Traditionally, wind power and solar photovoltaic (PV) power generation is non-dispatchable and their normal operation relies on Maximum Power Point Tracking (MPPT) control. Therefore, it can be of highly disturbance to the system dispatch in particularly context of microgrids. To effectively fulfill dispatch command or market schedule, a novel cascading power sharing control (PSC) scheme is proposed to coordinate wind and solar PV power productions in microgrids while reducing the loss of renewable energy production involved. Considering different properties of wind and solar PV power generation systems, the discrepancies between dispatch command (market schedule) and actual renewable generation is firstly counterbalanced by adjusting wind power output via temperately storing or releasing kinetic energy of turbine rotors. Only when rotors of wind generator reach their limitations, should solar PVs begin to reduce their generation.
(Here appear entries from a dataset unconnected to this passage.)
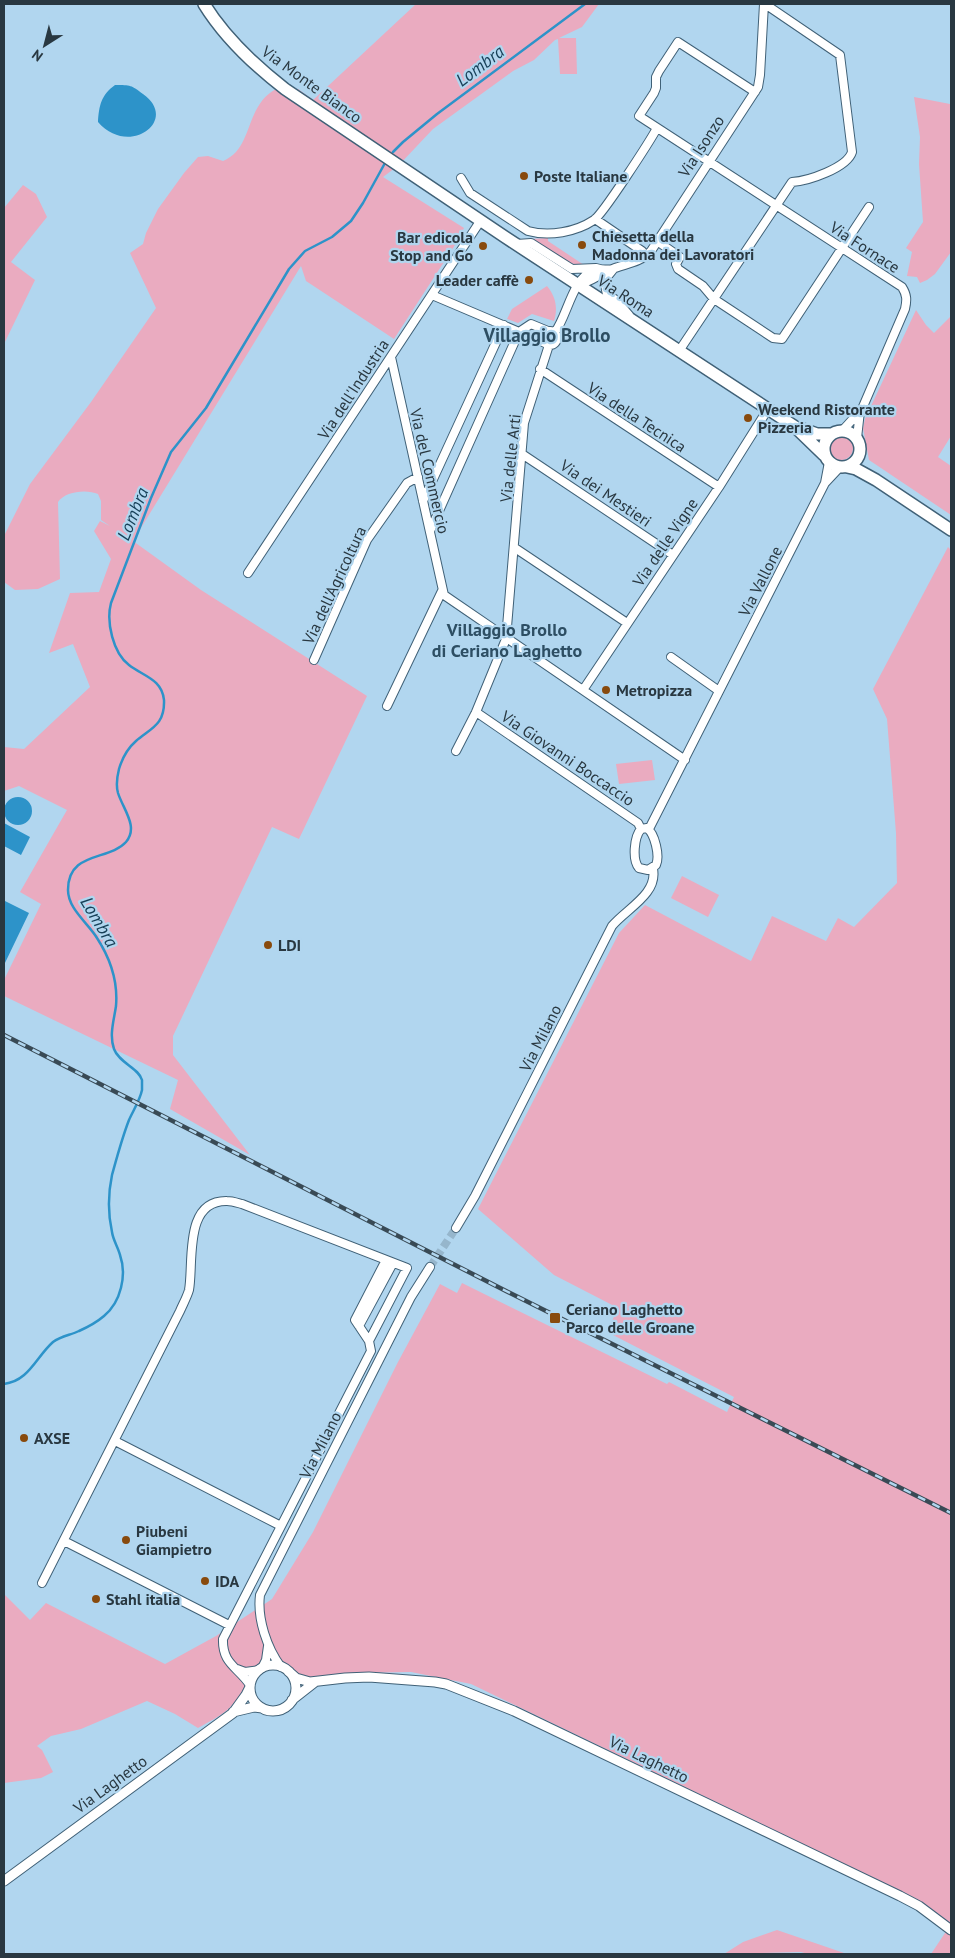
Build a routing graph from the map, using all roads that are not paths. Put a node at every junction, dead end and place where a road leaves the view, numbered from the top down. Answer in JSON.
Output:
{"nodes":[{"id":1,"x":204,"y":4,"type":"edge"},
{"id":2,"x":764,"y":6,"type":"edge"},
{"id":3,"x":755,"y":92,"type":"junction"},
{"id":4,"x":657,"y":128,"type":"junction"},
{"id":5,"x":390,"y":159,"type":"joint"},
{"id":6,"x":709,"y":162,"type":"junction"},
{"id":7,"x":462,"y":178,"type":"dead end"},
{"id":8,"x":775,"y":205,"type":"junction"},
{"id":9,"x":869,"y":207,"type":"dead end"},
{"id":10,"x":596,"y":219,"type":"junction"},
{"id":11,"x":481,"y":220,"type":"junction"},
{"id":12,"x":657,"y":241,"type":"junction"},
{"id":13,"x":517,"y":244,"type":"junction"},
{"id":14,"x":842,"y":249,"type":"junction"},
{"id":15,"x":646,"y":257,"type":"junction"},
{"id":16,"x":609,"y":270,"type":"junction"},
{"id":17,"x":578,"y":285,"type":"junction"},
{"id":18,"x":432,"y":295,"type":"junction"},
{"id":19,"x":714,"y":298,"type":"junction"},
{"id":20,"x":634,"y":320,"type":"junction"},
{"id":21,"x":504,"y":325,"type":"junction"},
{"id":22,"x":551,"y":331,"type":"junction"},
{"id":23,"x":519,"y":332,"type":"junction"},
{"id":24,"x":547,"y":344,"type":"junction"},
{"id":25,"x":679,"y":351,"type":"junction"},
{"id":26,"x":391,"y":357,"type":"junction"},
{"id":27,"x":540,"y":369,"type":"junction"},
{"id":28,"x":768,"y":408,"type":"junction"},
{"id":29,"x":860,"y":412,"type":"junction"},
{"id":30,"x":794,"y":426,"type":"junction"},
{"id":31,"x":837,"y":432,"type":"junction"},
{"id":32,"x":857,"y":438,"type":"junction"},
{"id":33,"x":860,"y":452,"type":"junction"},
{"id":34,"x":522,"y":454,"type":"junction"},
{"id":35,"x":827,"y":458,"type":"junction"},
{"id":36,"x":843,"y":467,"type":"junction"},
{"id":37,"x":418,"y":477,"type":"junction"},
{"id":38,"x":876,"y":480,"type":"junction"},
{"id":39,"x":825,"y":483,"type":"junction"},
{"id":40,"x":719,"y":487,"type":"junction"},
{"id":41,"x":423,"y":501,"type":"junction"},
{"id":42,"x":951,"y":530,"type":"edge"},
{"id":43,"x":430,"y":531,"type":"junction"},
{"id":44,"x":515,"y":548,"type":"junction"},
{"id":45,"x":673,"y":555,"type":"junction"},
{"id":46,"x":248,"y":573,"type":"dead end"},
{"id":47,"x":442,"y":591,"type":"junction"},
{"id":48,"x":627,"y":623,"type":"junction"},
{"id":49,"x":506,"y":638,"type":"junction"},
{"id":50,"x":671,"y":657,"type":"dead end"},
{"id":51,"x":314,"y":660,"type":"dead end"},
{"id":52,"x":583,"y":690,"type":"junction"},
{"id":53,"x":719,"y":692,"type":"junction"},
{"id":54,"x":387,"y":706,"type":"dead end"},
{"id":55,"x":476,"y":712,"type":"junction"},
{"id":56,"x":456,"y":751,"type":"dead end"},
{"id":57,"x":685,"y":760,"type":"junction"},
{"id":58,"x":645,"y":829,"type":"junction"},
{"id":59,"x":653,"y":869,"type":"junction"},
{"id":60,"x":456,"y":1228,"type":"tunnel mouth"},
{"id":61,"x":389,"y":1261,"type":"junction"},
{"id":62,"x":430,"y":1267,"type":"tunnel mouth"},
{"id":63,"x":369,"y":1341,"type":"junction"},
{"id":64,"x":115,"y":1441,"type":"junction"},
{"id":65,"x":280,"y":1526,"type":"junction"},
{"id":66,"x":64,"y":1541,"type":"junction"},
{"id":67,"x":42,"y":1583,"type":"dead end"},
{"id":68,"x":229,"y":1625,"type":"junction"},
{"id":69,"x":267,"y":1642,"type":"junction"},
{"id":70,"x":236,"y":1669,"type":"junction"},
{"id":71,"x":260,"y":1669,"type":"junction"},
{"id":72,"x":285,"y":1669,"type":"junction"},
{"id":73,"x":315,"y":1682,"type":"junction"},
{"id":74,"x":250,"y":1686,"type":"junction"},
{"id":75,"x":292,"y":1700,"type":"junction"},
{"id":76,"x":263,"y":1708,"type":"junction"},
{"id":77,"x":233,"y":1712,"type":"junction"},
{"id":78,"x":4,"y":1881,"type":"edge"},
{"id":79,"x":951,"y":1930,"type":"edge"}],
"edges":[{"from":1,"to":5,"type":"main road","name":"Via Monte Bianco"},
{"from":2,"to":3,"type":"street","name":"Via Isonzo"},
{"from":2,"to":8,"type":"street"},
{"from":3,"to":4,"type":"street","name":"Via Fornace"},
{"from":3,"to":6,"type":"street","name":"Via Isonzo"},
{"from":4,"to":6,"type":"street","name":"Via Fornace"},
{"from":4,"to":10,"type":"street"},
{"from":5,"to":11,"type":"main road","name":"Via Roma"},
{"from":6,"to":8,"type":"street","name":"Via Fornace"},
{"from":6,"to":12,"type":"street","name":"Via Isonzo"},
{"from":7,"to":10,"type":"street"},
{"from":8,"to":14,"type":"street","name":"Via Fornace"},
{"from":8,"to":19,"type":"street"},
{"from":9,"to":14,"type":"street"},
{"from":10,"to":15,"type":"street"},
{"from":11,"to":13,"type":"main road","name":"Via Roma"},
{"from":11,"to":18,"type":"street","name":"Via dell'Industria"},
{"from":12,"to":15,"type":"street","name":"Via Isonzo"},
{"from":12,"to":19,"type":"street"},
{"from":13,"to":16,"type":"street"},
{"from":13,"to":17,"type":"main road","name":"Via Roma"},
{"from":14,"to":19,"type":"street"},
{"from":14,"to":29,"type":"street","name":"Via Fornace"},
{"from":15,"to":16,"type":"street"},
{"from":16,"to":17,"type":"street"},
{"from":16,"to":20,"type":"street"},
{"from":17,"to":20,"type":"main road","name":"Via Roma"},
{"from":17,"to":22,"type":"street"},
{"from":18,"to":21,"type":"street"},
{"from":18,"to":26,"type":"street","name":"Via dell'Industria"},
{"from":19,"to":25,"type":"street"},
{"from":20,"to":25,"type":"main road","name":"Via Roma"},
{"from":21,"to":23,"type":"street"},
{"from":21,"to":41,"type":"street"},
{"from":22,"to":23,"type":"street"},
{"from":22,"to":24,"type":"street"},
{"from":22,"to":24,"type":"street"},
{"from":23,"to":24,"type":"street"},
{"from":23,"to":43,"type":"street"},
{"from":24,"to":27,"type":"street","name":"Via delle Arti"},
{"from":25,"to":28,"type":"main road","name":"Via Roma"},
{"from":26,"to":37,"type":"street","name":"Via del Commercio"},
{"from":26,"to":46,"type":"street","name":"Via dell'Industria"},
{"from":27,"to":34,"type":"street","name":"Via delle Arti"},
{"from":27,"to":40,"type":"street","name":"Via della Tecnica"},
{"from":28,"to":30,"type":"main road","name":"Via Roma"},
{"from":28,"to":40,"type":"street","name":"Via delle Vigne"},
{"from":29,"to":31,"type":"street","name":"Via Fornace"},
{"from":29,"to":32,"type":"street","name":"Via Fornace"},
{"from":30,"to":31,"type":"main road","name":"Via Roma"},
{"from":30,"to":35,"type":"main road","name":"Via Roma"},
{"from":31,"to":32,"type":"main road"},
{"from":31,"to":35,"type":"main road"},
{"from":32,"to":33,"type":"main road"},
{"from":33,"to":36,"type":"main road"},
{"from":33,"to":38,"type":"main road"},
{"from":34,"to":44,"type":"street","name":"Via delle Arti"},
{"from":34,"to":45,"type":"street","name":"Via dei Mestieri"},
{"from":35,"to":36,"type":"main road"},
{"from":35,"to":39,"type":"street","name":"Via Vallone"},
{"from":36,"to":38,"type":"main road"},
{"from":36,"to":39,"type":"street","name":"Via Vallone"},
{"from":37,"to":41,"type":"street","name":"Via del Commercio"},
{"from":37,"to":51,"type":"street","name":"Via dell'Agricoltura"},
{"from":38,"to":42,"type":"main road"},
{"from":39,"to":53,"type":"street","name":"Via Vallone"},
{"from":40,"to":45,"type":"street","name":"Via delle Vigne"},
{"from":41,"to":43,"type":"street","name":"Via del Commercio"},
{"from":43,"to":47,"type":"street","name":"Via del Commercio"},
{"from":44,"to":48,"type":"street"},
{"from":44,"to":49,"type":"street","name":"Via delle Arti"},
{"from":45,"to":48,"type":"street","name":"Via delle Vigne"},
{"from":47,"to":49,"type":"street"},
{"from":47,"to":54,"type":"street"},
{"from":48,"to":52,"type":"street","name":"Via delle Vigne"},
{"from":49,"to":52,"type":"street"},
{"from":49,"to":55,"type":"street","name":"Via delle Arti"},
{"from":50,"to":53,"type":"street"},
{"from":52,"to":57,"type":"street"},
{"from":53,"to":57,"type":"street","name":"Via Vallone"},
{"from":55,"to":56,"type":"street","name":"Via delle Arti"},
{"from":55,"to":58,"type":"street","name":"Via Giovanni Boccaccio"},
{"from":57,"to":58,"type":"street"},
{"from":58,"to":59,"type":"street","name":"Via Milano"},
{"from":58,"to":59,"type":"street"},
{"from":59,"to":60,"type":"street","name":"Via Milano"},
{"from":61,"to":63,"type":"street"},
{"from":61,"to":63,"type":"street"},
{"from":61,"to":64,"type":"street"},
{"from":62,"to":69,"type":"street","name":"Via Milano"},
{"from":63,"to":65,"type":"street"},
{"from":64,"to":65,"type":"street"},
{"from":64,"to":66,"type":"street"},
{"from":65,"to":68,"type":"street"},
{"from":66,"to":67,"type":"street"},
{"from":66,"to":68,"type":"street"},
{"from":68,"to":70,"type":"street"},
{"from":69,"to":71,"type":"street","name":"Via Milano"},
{"from":69,"to":72,"type":"street","name":"Via Milano"},
{"from":70,"to":71,"type":"street"},
{"from":70,"to":74,"type":"street"},
{"from":71,"to":72,"type":"street"},
{"from":71,"to":74,"type":"street"},
{"from":72,"to":73,"type":"street","name":"Via Laghetto"},
{"from":72,"to":75,"type":"street"},
{"from":73,"to":75,"type":"street"},
{"from":73,"to":79,"type":"street","name":"Via Laghetto"},
{"from":74,"to":76,"type":"street"},
{"from":74,"to":77,"type":"street","name":"Via Laghetto"},
{"from":75,"to":76,"type":"street"},
{"from":76,"to":77,"type":"street","name":"Via Laghetto"},
{"from":77,"to":78,"type":"street","name":"Via Laghetto"}]}
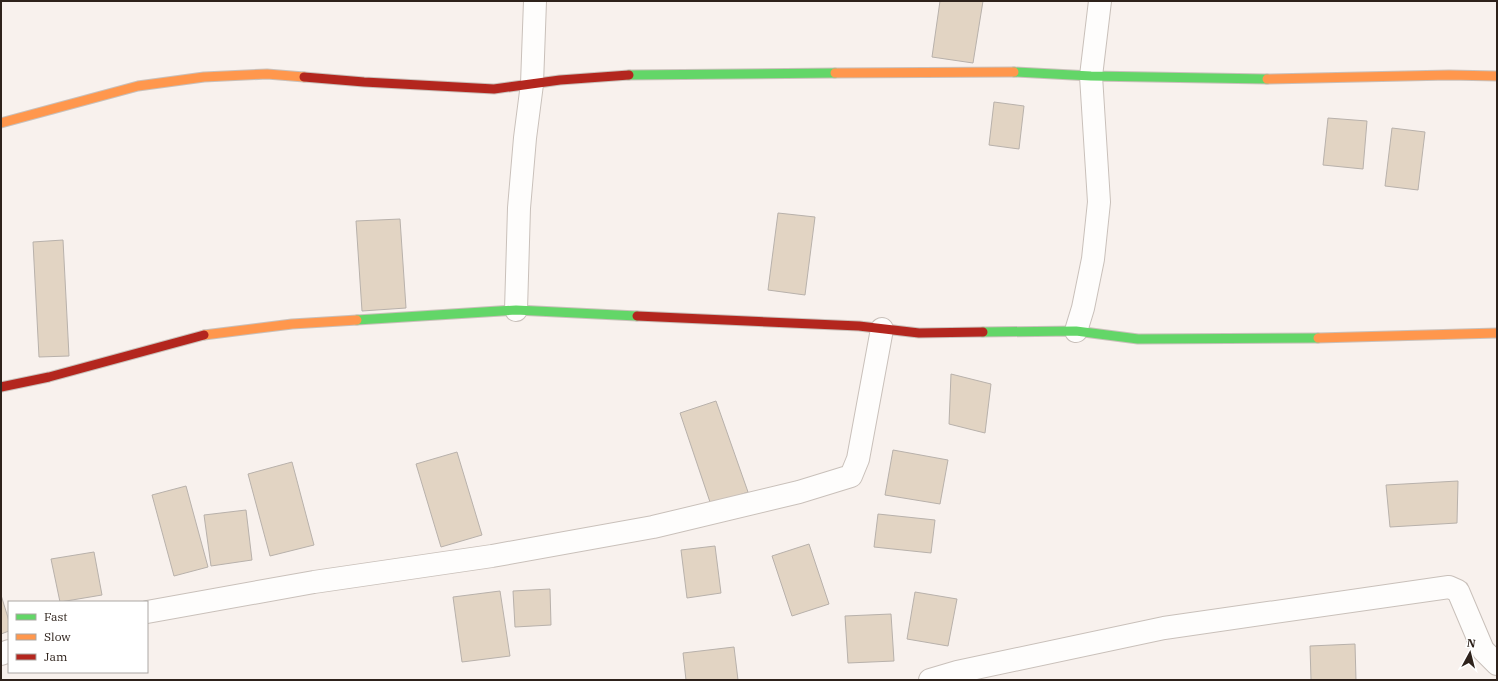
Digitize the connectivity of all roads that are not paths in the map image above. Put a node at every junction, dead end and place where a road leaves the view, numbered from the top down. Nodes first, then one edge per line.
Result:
1 (535, 1) edge
2 (1100, 1) edge
3 (1091, 76) junction
4 (1497, 76) edge
5 (532, 84) junction
6 (1, 122) edge
7 (516, 310) junction
8 (882, 329) junction
9 (1076, 331) junction
10 (1497, 333) edge
11 (1, 387) edge
12 (148, 612) edge
13 (1497, 664) edge
14 (930, 680) edge

1 - 5 street
2 - 3 street
3 - 4 street
3 - 5 street
3 - 9 street
5 - 6 street
5 - 7 street
7 - 8 street
7 - 11 street
8 - 9 street
8 - 12 street
9 - 10 street
13 - 14 street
The proposed PSC scheme is fully simulated in a microgrid with wind and solar PV, and the simulation results clearly indicate it can be more energy efficient than the traditional dispatch method while fulfilling the dispatch demand.

Suggested Citation

  • Li, Yujun & Xu, Zhao & Xiong, Liansong & Song, Guobing & Zhang, Jianliang & Qi, Donglian & Yang, Hongming, 2019. "A cascading power sharing control for microgrid embedded with wind and solar generation," Renewable Energy, Elsevier, vol. 132(C), pages 846-860.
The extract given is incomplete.